LOL. weirdest dream ever.



sheer elegance-

Monday, March 24, 2008

i have to thank dilz for kindly driving me home on many occasions these past few weeks. school is now my first home.

i shall upload comms ball photos once i get 'em from dinie...which might just be a very long time from now so til then...


in other news, publicity time!



The NUS Malay Language Society (PBMUKS) is putting up a production in April entitled Pentas Budaya 2008: Kusumawangi. It's a play produced, directed and performed by us. Here is a brief synopsis on what the play is about:

Newlywed couple, Herman and Wati, arrive in his village for the first time in ten years in hopes of moving into the house he had inherited from his father. Upon their arrival, Herman and Wati are met with struggles against the supernatural, or so it seems. Located in the highest and most hidden part of the house is the room of the vengeful soul of Kusumawangi. When her door was found unlocked, a series of strange and spine-chilling events start to occur and the people living in the house soon find themselves living under an unseen threat. Herman seeks the help of his friend, Dr Faruk, to help unravel this mystery behind the house. What is the story behind this mansion? And what connects this mansion and the unspoken name and untold tale of Kusumawangi?

Date: 13th April 2008
Venue: UCC Theatre
Time: 2pm and 8pm
Ticket prices: $12, $15 and $18 (15% discount for students and NSF for $15 and $18 tickets)[in Malay, with English surtitles]

You can get your tickets at any SISTIC counter or you can buy it online at the SISTIC website. For more information on our production you can visit the following websites:-
http://www.sistic.com.sg/portal/dt?desktop.suid=uid=authlessanonymous_sistic,ou=People,o=portal,dc=sistic,dc=com,dc=sg-

http://kusumawangi.wordpress.com/

Do come down and show us your support! We promise an entertaining show! =)
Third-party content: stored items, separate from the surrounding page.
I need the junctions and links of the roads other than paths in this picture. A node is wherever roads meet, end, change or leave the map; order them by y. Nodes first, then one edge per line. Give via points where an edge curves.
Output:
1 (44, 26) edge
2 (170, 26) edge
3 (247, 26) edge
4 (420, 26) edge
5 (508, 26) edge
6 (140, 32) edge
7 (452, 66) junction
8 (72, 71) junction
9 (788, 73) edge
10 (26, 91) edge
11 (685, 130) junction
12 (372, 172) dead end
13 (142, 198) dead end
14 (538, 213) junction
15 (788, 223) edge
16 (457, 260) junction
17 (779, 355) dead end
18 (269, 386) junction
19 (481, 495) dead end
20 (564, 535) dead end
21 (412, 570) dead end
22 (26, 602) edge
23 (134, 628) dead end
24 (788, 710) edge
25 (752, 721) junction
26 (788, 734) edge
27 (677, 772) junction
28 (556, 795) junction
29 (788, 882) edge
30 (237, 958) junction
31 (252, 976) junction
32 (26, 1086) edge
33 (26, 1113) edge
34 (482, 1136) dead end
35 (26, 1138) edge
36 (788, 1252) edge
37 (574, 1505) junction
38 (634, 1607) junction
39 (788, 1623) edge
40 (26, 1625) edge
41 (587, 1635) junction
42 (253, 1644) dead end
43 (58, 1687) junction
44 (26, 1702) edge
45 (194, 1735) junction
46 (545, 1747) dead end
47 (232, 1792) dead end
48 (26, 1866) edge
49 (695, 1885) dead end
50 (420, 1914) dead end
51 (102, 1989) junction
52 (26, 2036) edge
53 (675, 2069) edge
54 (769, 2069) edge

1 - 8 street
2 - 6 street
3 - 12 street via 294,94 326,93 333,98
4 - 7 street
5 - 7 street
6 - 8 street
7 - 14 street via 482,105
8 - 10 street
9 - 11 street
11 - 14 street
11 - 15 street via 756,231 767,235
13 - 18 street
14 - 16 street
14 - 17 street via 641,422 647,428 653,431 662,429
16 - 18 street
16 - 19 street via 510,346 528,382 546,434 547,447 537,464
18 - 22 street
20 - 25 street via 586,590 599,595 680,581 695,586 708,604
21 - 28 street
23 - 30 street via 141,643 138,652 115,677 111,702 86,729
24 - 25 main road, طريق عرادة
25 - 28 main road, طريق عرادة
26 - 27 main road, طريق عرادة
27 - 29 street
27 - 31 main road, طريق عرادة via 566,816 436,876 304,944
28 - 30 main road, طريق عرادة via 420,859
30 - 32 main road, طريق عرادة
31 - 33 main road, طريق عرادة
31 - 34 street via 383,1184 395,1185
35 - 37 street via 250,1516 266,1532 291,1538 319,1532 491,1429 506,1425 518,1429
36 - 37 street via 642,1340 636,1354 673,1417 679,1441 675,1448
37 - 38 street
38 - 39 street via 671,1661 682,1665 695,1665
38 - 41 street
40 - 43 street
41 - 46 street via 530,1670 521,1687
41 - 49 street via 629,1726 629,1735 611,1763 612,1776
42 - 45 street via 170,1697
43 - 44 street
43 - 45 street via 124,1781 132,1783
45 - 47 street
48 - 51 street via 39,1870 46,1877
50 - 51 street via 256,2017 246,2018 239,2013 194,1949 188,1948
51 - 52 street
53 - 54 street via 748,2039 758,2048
On top of that, we are selling T-shirts at $10 per T-shirt as part of our fund-raising. The designs are below. Do contact me at this email or call me at 92987284 to order.


Hope to see you there!



sheer elegance-

Tuesday, March 18, 2008

i feel like a zombie. sometimes i'm not even thinking, i'm just doing. i'm just letting life take hold of me.

thank you lunch buddies for making my day yesterday. it was an escape that i really needed.

i really need to learn to take a break.



sheer elegance-

Saturday, March 15, 2008

in the past 3 days i've had dinners with my old friends consecutively; wednesday with yati and sharini at swensens, yesterday with poppy, ranitha and thuts at pizza and and today with primary school friends at fish and co.



aside from the fantastic food, the dinners were just the thing i needed. a break.



i had piles of things to do and so much work to worry about but i told myself, to hell with all of that. just ahve a break zu. and it was really nice. especially today, sitting at starbucks chatting with my primary school friends about our kental days in school when we were young and had no care in the world whatsoever. we were recalling times when we were so into mtv and boybands and we used to all gather at my house to have dance and singing practices. we would sit around and quiz each other on the latest music and celebrity gossip and we would come up with the cheesiest dance steps which we thought so cool at that time to be performed in front of our friends in school. we must have been the subject of much gossip and entertainment for our acquaintances in school but none of us cared about what people thought of us. we were really in our own little world and it didnt even cross our minds to stop and think about what others might think about us. most importantly, we were happy and carefree.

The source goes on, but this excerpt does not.